Haja imenso prazer.

Fica a tristeza e a irritação porque poderia ter sido diferente. As chances desperdiçadas no primeiro tempo, a falta boba de Igor Rabello que resultou no gol em que Matheus Fernandes estava desatento à chegada de Barrios. Tanto se falou em Grêmio que acabamos perdendo, no fim, para nós mesmos.

No entanto, tudo se encaixa, se for parar pra refletir: os gols perdidos, a desatenção, a infantilidade, a malícia que faltou na hora decisiva. Tudo faz parte de algo que esse time não tem: experiência.

E, por isso mesmo, me recuso a esbravejar ou liderar qualquer tipo de sentimento odioso a uma equipe que faz o que tem feito desde 2015. 

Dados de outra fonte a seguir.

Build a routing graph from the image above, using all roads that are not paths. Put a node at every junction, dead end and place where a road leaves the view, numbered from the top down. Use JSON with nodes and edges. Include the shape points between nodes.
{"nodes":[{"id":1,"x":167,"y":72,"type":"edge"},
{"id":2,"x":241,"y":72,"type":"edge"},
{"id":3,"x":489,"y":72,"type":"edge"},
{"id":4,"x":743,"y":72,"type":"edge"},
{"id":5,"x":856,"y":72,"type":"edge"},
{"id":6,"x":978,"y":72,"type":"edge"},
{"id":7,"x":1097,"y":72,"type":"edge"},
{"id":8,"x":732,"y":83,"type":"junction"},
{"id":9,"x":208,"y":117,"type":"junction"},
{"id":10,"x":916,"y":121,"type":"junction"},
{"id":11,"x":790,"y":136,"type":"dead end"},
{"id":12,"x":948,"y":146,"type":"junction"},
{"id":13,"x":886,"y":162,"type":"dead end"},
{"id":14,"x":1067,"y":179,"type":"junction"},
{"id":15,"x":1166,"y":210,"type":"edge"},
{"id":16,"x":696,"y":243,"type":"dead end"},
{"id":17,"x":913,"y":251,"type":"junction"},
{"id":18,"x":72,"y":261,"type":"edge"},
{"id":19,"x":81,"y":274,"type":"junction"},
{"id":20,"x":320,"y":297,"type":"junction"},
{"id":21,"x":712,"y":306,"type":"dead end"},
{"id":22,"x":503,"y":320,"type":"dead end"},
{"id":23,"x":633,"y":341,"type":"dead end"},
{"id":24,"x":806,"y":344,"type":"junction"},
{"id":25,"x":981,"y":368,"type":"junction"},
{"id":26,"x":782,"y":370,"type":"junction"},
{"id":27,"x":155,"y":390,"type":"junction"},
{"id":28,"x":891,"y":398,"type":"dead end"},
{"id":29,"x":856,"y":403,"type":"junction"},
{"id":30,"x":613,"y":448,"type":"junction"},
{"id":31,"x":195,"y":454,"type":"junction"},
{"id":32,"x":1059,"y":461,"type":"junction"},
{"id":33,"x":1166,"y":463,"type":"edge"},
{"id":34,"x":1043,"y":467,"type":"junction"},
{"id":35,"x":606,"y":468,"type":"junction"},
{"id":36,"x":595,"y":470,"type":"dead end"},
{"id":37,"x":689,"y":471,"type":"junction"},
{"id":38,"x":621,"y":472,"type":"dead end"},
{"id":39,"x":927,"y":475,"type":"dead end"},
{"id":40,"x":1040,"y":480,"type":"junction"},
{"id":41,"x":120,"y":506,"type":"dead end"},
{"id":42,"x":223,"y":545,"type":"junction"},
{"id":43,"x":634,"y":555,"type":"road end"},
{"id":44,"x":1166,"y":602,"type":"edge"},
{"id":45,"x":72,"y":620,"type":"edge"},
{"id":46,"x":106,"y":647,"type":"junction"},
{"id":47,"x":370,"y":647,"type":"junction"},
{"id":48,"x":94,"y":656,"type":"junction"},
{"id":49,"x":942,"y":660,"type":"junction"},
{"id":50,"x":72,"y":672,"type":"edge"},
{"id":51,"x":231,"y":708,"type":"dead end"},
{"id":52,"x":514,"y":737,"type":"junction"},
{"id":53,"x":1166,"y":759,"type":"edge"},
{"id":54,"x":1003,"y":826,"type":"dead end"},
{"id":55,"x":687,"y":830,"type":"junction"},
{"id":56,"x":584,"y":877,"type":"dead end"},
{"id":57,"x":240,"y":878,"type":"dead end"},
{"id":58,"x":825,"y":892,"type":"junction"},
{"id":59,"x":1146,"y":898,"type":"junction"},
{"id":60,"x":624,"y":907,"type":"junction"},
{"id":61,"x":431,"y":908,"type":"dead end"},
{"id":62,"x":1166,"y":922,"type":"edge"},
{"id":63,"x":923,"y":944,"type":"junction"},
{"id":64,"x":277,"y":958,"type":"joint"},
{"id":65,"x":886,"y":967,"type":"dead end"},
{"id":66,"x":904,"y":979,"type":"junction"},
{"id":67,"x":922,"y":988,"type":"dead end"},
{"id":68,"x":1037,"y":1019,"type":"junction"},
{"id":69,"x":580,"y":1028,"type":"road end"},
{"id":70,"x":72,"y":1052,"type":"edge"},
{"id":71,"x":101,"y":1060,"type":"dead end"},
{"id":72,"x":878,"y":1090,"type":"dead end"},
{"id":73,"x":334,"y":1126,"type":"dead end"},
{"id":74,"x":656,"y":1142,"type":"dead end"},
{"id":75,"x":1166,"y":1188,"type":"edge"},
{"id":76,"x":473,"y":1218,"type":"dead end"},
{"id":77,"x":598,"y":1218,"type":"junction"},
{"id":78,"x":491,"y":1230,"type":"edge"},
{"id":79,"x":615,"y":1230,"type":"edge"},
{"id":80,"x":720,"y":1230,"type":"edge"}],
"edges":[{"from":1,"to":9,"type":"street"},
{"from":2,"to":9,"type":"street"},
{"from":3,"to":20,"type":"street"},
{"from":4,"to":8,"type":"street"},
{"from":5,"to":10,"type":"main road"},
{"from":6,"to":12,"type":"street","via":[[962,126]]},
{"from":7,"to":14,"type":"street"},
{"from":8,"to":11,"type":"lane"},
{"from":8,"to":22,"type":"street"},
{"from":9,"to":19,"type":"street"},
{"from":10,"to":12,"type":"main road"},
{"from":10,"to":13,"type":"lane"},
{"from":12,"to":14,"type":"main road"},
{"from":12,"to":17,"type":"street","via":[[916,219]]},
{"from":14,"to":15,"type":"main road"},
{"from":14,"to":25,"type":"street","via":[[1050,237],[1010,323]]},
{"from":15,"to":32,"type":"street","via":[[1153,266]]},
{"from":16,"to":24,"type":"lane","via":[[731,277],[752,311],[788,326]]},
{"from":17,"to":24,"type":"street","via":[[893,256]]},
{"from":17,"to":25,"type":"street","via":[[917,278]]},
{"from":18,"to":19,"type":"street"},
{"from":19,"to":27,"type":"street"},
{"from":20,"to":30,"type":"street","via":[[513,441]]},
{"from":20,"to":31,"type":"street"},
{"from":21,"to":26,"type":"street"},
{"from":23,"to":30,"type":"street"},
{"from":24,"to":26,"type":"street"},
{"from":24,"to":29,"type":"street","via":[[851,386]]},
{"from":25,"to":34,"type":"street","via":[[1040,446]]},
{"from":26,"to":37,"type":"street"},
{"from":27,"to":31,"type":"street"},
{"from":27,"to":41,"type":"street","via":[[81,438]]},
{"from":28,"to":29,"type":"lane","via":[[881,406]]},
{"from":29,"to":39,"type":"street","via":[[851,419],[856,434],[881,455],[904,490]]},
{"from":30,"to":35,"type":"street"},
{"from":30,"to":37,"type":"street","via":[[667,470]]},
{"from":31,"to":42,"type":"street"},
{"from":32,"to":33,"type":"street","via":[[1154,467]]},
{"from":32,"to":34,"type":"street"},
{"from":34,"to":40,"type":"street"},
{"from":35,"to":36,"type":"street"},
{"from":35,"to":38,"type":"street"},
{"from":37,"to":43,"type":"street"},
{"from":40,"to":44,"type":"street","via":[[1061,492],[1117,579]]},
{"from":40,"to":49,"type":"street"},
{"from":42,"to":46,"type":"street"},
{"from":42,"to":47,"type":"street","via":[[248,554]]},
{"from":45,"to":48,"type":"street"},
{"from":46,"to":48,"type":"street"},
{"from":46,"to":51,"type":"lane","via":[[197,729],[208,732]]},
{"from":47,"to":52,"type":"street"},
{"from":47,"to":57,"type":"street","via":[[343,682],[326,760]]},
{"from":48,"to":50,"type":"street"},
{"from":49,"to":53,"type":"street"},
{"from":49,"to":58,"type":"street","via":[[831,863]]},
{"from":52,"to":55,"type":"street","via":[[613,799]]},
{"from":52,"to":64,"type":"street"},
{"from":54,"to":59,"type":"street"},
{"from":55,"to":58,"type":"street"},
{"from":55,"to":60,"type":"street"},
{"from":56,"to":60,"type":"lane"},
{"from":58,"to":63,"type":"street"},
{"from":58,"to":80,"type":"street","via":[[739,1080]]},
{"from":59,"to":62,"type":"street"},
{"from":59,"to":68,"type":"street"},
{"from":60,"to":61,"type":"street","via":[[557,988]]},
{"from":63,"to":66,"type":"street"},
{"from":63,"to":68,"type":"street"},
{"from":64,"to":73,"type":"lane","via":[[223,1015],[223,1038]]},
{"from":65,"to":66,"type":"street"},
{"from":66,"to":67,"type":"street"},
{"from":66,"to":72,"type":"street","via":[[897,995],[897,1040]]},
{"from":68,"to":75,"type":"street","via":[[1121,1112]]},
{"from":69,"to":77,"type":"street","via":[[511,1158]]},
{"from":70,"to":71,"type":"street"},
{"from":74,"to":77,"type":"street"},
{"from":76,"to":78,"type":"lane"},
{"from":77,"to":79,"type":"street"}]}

O semblante é um cenário de filme com um toque realista, já que o final não foi feliz – mas que emociona pelos detalhes.

Do falido e penhorado clube de 2014 a uma das oito forças do continente de 2017, o Botafogo deixa um legado: futebol é planejamento, não dinheiro.  Pegamos um jogador do Figueirense ali, outro da Chape aqui, trouxemos um do Madureira, outro do América de Natal, o terceiro reserva do Palmeiras, um do Náutico. FORMAMOS um treinador. Isso dentro do BRASIL.

Do Z4, engrenamos à Libertadores, e só paramos de subir no dia 20 de setembro. Teve gente que parou bem antes. Gente com muito dinheiro, muito craque de luxo, patrocinador milionário, arena multiuso. A gente captou, de longe, que o futebol é muito mais que um Brasfoot ou uma Master Liga. Viramos exemplo de preleção nos mais precários vestuários do país. E isso me enche de orgulho.

Além de toda a história e o romantismo extraordinário que dá graça ao mundo do futebol, o Botafogo expandiu a sua marca – mundialmente. Expôs ao mercado os seus jogadores, que vão gerar um bom caixa ao clube mais endividado do país. Gatito Fernandez, que veio de graça, por exemplo, já é monitorado em cotação de euro. 

Parece desculpa ou papo furado de um perdedor nato do século. Mas quem disse que eu me considero um perdedor? Pros rivais, foi um prato cheio. Parece que foi a mesma história de todo o ano: “quase”. No entanto, a gente sabe que o pesadelo só se forma pela proximidade que se tem do paraíso. Não à toa o vice-campeão é, sempre, o mais humilhado. Quanto mais alto se voa, mais dura é a queda. Ah, se tivéssemos caído pro Olimpia. Ah se Gatito não tivesse pego aqueles pênaltis… que seriam dos nossos outros mosaicos? Da afirmação do nosso técnico? Das atuações de gala dos nossos subestimados jogadores? Das nossas histórias? 

E os amigos que você fez na fase de grupos? E o beijo que você deu naquela menina nas oitavas de final? E o seu filho, que viu seu time se agigantar no continente pela primeira vez em quase 25 anos? 

E tudo isso pode se repetir. E VAI se repetir. Talvez num fim ainda melhor. 2018 vem aí. Temos tudo para voltar a dar as caras pela América. Desta vez com mais corpo, mais alma, mais cancha, com as marcas das cicatrizes e feridas que nos fazem crescer.

Nado, nado, mas morro na praia? Tudo bem. Mas eu renasço. A gente reencarna em novos jogadores, novos momentos, novas épocas – novos sonhos. Que, se não se tornarem realidade mais uma vez, a gente vai colecionando as cicatrizes e amando cada vez mais esse clube que nem ele próprio sabe porque é tão amado. Faz parte da sua mística. Seu símbolo é uma estrela. Ela está muito longe. Você pode vê-la, senti-la, mas jamais decifrá-la. Sabe-se lá o que tem dentro daquilo. Mas o seu encantamento com ela será eterno. 

Me sinto triste porque dava pra ser diferente. Me sinto irritado porque dava pra ser diferente há muito tempo. Me sinto orgulhoso ao analisar todo o conjunto da obra. É muito bom ser exemplo de superação.

Me sinto feliz ao terminar de escrever isso aqui, e nem sei porque. Se é papai do céu, os amigos que fiz graças a tudo isso, o fogo que no meu peito não se apaga. Os momentos ruins, que, apesar de muitos, ainda são só um minúsculo jatinho d’água em meio a uma queimada imensurável. 

Por fim, estou sorrindo maroto de novo. Parece até que a gente gosta de sofrer, não é mesmo? 

Levanta essa cabeça, amigão! Você torce pelo Botafogo. Não precisa provar mais nada a ninguém. O amor verdadeiro tá estampado na tua alma. 

O sangue ainda ferve por você. Caminho sem expectativa, mas as placas nas ruas ainda me dizem que estou estrada dos louros. Haja imenso prazer.